The Herald, which like George Dixon (a blackface performer, and so a specialist in satire) and his Polyanthos, was frequently accused of blackmail and immorality, tried to make a case that journalism included such exposés, because the public interest required, in this instance, defending marriage and female honor. If papers could not report on immoral acts (seductions, adultery, et al), as the Herald said, “fashionable libertines, by their political connections with the courts, lawyers and juries, can at any moment stifle the voice of truth.”[4] The men whom Dixon attacked (Thomas Hamblin; auctioneer Rowland Minturn, from an aristocratic and politically active family; Episcopalian minister and editor (Church Record) Reverend Francis L. Hawkes, a clubmember with literati Bryant, Verplanck, Halleck, et al; and so on) were the same elite who Bennett promised to unseat, and that editors Noah, Webb, Stone, King and their writers were ardent in defending.[5]

[1] Polyanthos, July 21, 1838. At 6 cents, it was more expensive than most of the weeklies, as befit its racy character, and it was sold at Henry Robinson’s print store in Wall St; Robinson also vended a lithograph portrait of Clifton in a male (trousers) role. The 18-year-old actress died of natural causes. Sun, June 16, 1838, where the editor may have been Horatio S. Bartlett and H. Hastings Weld. Weld left in 1839 for the Morning Dispatch, which merged with Brother Jonathan, the weekly of the Evening Tattler; Day, also formerly of the Sun, had a financial interest. N.P. Willis joined Weld as country editor in 1840.  See also Patricia Cline Cohen, Timothy J. Gilfoyle, and Helen Lefkowitz Horowitz, The Flash Press: Sporting Male Weeklies in 1840s New York, (University of Chicago Press, 2008).

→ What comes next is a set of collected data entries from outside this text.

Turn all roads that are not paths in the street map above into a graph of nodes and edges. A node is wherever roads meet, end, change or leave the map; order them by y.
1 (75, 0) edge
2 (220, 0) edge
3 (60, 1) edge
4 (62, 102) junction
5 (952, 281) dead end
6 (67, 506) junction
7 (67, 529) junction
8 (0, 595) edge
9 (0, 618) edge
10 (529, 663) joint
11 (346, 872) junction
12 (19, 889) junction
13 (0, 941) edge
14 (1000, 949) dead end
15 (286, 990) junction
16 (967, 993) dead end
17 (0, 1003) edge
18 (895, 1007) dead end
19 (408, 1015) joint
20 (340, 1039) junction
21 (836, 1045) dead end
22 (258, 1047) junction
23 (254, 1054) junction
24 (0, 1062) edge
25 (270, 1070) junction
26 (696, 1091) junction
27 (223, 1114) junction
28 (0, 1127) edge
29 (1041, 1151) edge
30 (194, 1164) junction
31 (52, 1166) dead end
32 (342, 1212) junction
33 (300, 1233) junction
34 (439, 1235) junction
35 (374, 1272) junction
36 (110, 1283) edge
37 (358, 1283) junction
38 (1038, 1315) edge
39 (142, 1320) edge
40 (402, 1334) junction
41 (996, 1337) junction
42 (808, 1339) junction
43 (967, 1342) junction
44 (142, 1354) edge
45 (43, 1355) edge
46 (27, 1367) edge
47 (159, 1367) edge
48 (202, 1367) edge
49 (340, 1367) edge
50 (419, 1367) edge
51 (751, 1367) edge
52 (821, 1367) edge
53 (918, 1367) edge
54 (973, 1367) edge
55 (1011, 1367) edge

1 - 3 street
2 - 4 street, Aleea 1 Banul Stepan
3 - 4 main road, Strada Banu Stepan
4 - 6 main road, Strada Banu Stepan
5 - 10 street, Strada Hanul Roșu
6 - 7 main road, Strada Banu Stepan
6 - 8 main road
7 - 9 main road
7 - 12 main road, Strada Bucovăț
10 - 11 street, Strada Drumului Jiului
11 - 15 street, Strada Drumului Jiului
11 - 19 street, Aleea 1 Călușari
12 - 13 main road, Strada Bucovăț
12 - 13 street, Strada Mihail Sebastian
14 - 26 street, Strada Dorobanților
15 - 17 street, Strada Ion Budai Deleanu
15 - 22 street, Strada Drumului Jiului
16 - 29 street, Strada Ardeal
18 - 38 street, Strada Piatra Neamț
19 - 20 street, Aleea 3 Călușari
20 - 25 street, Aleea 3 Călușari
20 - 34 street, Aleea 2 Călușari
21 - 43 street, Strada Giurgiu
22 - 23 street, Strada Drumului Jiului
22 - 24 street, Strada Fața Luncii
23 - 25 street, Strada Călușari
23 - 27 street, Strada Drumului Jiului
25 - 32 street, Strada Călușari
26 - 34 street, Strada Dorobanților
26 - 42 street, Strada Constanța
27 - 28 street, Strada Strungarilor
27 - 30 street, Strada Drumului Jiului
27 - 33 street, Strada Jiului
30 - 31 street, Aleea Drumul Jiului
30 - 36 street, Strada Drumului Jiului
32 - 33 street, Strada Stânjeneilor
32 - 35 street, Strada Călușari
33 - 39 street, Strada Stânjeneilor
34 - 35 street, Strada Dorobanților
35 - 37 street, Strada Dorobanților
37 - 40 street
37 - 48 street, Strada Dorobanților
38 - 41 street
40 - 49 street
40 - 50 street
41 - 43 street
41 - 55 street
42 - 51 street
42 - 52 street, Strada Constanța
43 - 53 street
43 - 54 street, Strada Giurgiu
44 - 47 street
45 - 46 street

[2] That a previous Hamblin liaison with an actress and daughter of a madam had led to her death in childbirth, made his liaison with Miss Missouri more suspect. See Cohen et al, Flash Press, 34-39, and Miriam Lopez Rodriguez, "Louisa Medina: Uncrowned Queen of Melodrama," in Women's Contribution to Nineteenth-Century Theatre, ed. Rodriquez and Maria Dolores Narbona Carrion, (University of Valencia, 2004) 29-41.

[3] Herald: on Clifton, September 2, 1836, p. 2; on Morris, April 11, 1838, p. 2. Sargeant’s play for Clifton was 1836’s “Bride of Genoa,” also at the Park; his “Velasco,” at the Park, Herald, December 20, 1838, p. 2, was written for Ellen Tree. On Willis’ play, Herald, September 1, 1837. Epes Sargeant and his lawyer and Whig brother John (Jack) O. Sargeant would join Park Benjamin’s New World (which published his play as "The Genoese") and Evening Signal in October 1839, the rivals to Brother Jonathan and the Evening Tattler.

[4] Herald quoted in Donna Dennis, Licentious Gotham: Erotic Publishing and its Prosecution in Nineteenth-Century New York (Harvard University Press, 2009) p. 62, in regards to the exposure of powerful auctioneer Rowland Minturn’s adultery. On Bennett and the Herald, see James L. Crouthamel, Bennett's New York Herald and the Rise of the Popular Press (Syracuse University Press, 1989), Oliver Carlson, The Man who Made the News: James Gordon Bennett (New York: Duell, Sloan and Pearce, 1942), Don C. Seitz, The James Gordon Bennetts: Father and Son (Indianapolis: Bobbs-Merrill Company, 1928) and Memoirs of James Gordon Bennett and His Times by a Journalist [Isaac Clark Pray] (New York: Stringer & Townsend, 1855).

[5] The Minturns subscribed to the Evening Star, as did the Niblos (where Hamblin drank), J. Palmo, and the Astor House, headquarters for the Whigs, which the twopenny Plebeian, July 7, 1842, accused of not receiving Democratic papers. It was speculated that Dixon was bribed to plead guilty in the Hawkes libel case.